Due diligence is the process by which confidential, financial, legal and other material information
is exchanged, reviewed, and appraised by the parties to a business transaction before entering into it.
It helps in assessing both positive and negative aspects of the transaction to take informed decisions.
Objectives of Due Diligence
- To assess legal and potential pitfalls of the transaction
- To know the positives and negatives of the transaction
- To uncover hidden liabilities of the organisation
- To stand in a better bargaining position
- To evaluate financial aspects of the transaction
- To identify strengths and weaknesses of the business
- To ensure complete and adequate disclosures
- To enhance stakeholders’ confidence
Transactions Requiring Due Diligence
Due diligence is crucial for every business deal, but especially for:
- Merger and Amalgamation
- Partnership
- Joint Venture & Collaborations
- Public Offer
Scope of Due Diligence
The scope of due diligence depends upon transaction to transaction. Due diligence is wider in scope as compared to audit. While performing due diligence one must be aware of the objective for which he is undertaking due diligence process. Due diligence is generally understood by the legal, financial and business potentials with respect to various disclosures as to assets and liabilities, intellectual property rights, pending litigations against the target company, various tax related matters of the target company.

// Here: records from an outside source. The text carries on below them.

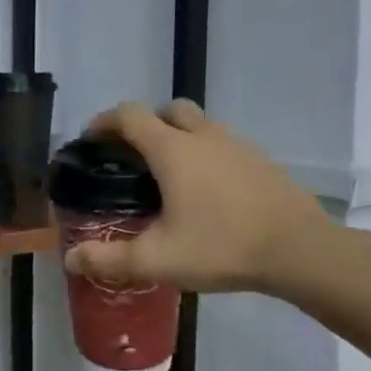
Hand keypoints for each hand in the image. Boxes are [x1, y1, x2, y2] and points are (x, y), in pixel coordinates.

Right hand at [63, 99, 341, 300]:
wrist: (301, 250)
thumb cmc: (222, 246)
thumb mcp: (158, 260)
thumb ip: (110, 259)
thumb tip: (69, 260)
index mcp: (173, 150)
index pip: (129, 115)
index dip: (105, 122)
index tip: (91, 139)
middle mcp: (203, 136)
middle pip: (167, 110)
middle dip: (144, 124)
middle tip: (132, 156)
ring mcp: (237, 145)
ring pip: (198, 124)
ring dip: (177, 137)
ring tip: (168, 175)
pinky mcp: (260, 160)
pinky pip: (222, 143)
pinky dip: (205, 153)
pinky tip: (206, 191)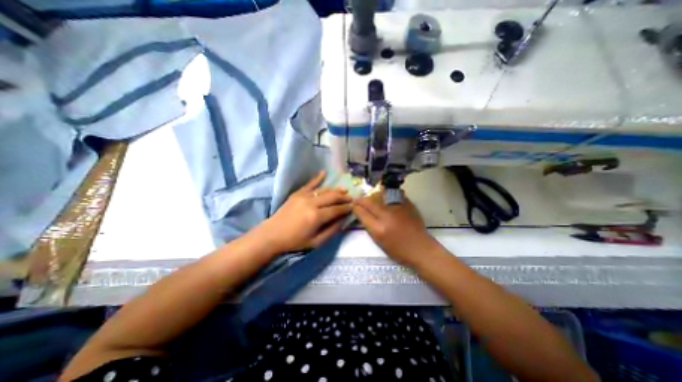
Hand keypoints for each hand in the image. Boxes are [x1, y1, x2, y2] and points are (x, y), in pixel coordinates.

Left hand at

Thus, due diligence process has to be done according to the transactions to be entered into with the objective in mind.
Types of Due Diligence
Documents Reviewed in Due Diligence
- Basic Company Information & Charter Documents
- Financial Statements & Tax Records
- Business Agreements & Contracts
- Litigation Details
- IPR Records
- HR & Insurance Information
- Environmental & Cultural Aspects
Stages of Due Diligence
Pre-Diligence: Preparation, signing NDAs, collecting documents, creating data room.

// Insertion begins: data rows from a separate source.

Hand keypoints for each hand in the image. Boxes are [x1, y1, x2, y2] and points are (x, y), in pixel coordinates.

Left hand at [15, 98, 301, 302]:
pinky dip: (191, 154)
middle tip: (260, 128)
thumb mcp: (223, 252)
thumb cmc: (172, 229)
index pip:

Diligence: Review documents, prepare diligence report (Deal Breakers, Diluters, Cautioners, Makers).
Post-Diligence: Rectify non-compliances, file petitions, negotiate agreements.

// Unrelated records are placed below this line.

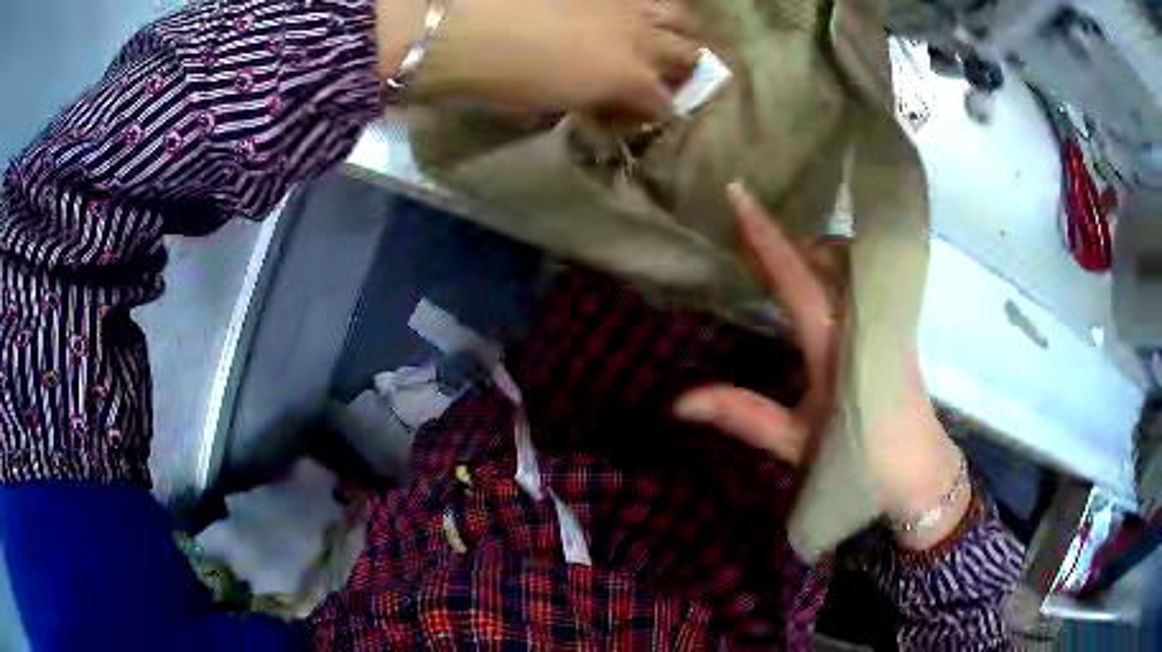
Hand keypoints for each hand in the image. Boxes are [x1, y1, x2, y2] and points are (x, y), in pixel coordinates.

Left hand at [379, 0, 699, 118]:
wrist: (467, 27)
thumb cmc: (503, 79)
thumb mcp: (547, 107)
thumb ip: (581, 106)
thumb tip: (591, 108)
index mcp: (629, 78)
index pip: (664, 104)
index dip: (654, 113)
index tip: (633, 116)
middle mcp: (641, 37)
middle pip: (689, 54)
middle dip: (682, 69)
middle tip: (661, 75)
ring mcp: (625, 3)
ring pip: (679, 14)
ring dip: (677, 29)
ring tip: (658, 36)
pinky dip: (644, 6)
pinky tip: (628, 13)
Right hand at [674, 183, 968, 549]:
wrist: (918, 470)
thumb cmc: (856, 457)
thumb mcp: (795, 441)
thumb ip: (742, 415)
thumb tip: (678, 402)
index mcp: (832, 344)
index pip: (795, 276)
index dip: (765, 234)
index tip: (738, 192)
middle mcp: (861, 318)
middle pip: (830, 254)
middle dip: (794, 240)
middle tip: (757, 242)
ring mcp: (883, 316)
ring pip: (852, 260)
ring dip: (819, 251)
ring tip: (790, 264)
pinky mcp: (894, 323)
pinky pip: (864, 276)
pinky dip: (839, 267)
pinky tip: (824, 285)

Data Room in Due Diligence
A Data Room stores confidential documents like trade secrets, IPR, financial data, and litigation papers.
It can be Physical or Virtual, with Virtual being cost-effective and accessible 24×7.
Conclusion
Due diligence is a must for any business transaction. It helps avoid risks, uncover hidden liabilities,
and ensures informed decision-making for successful deals.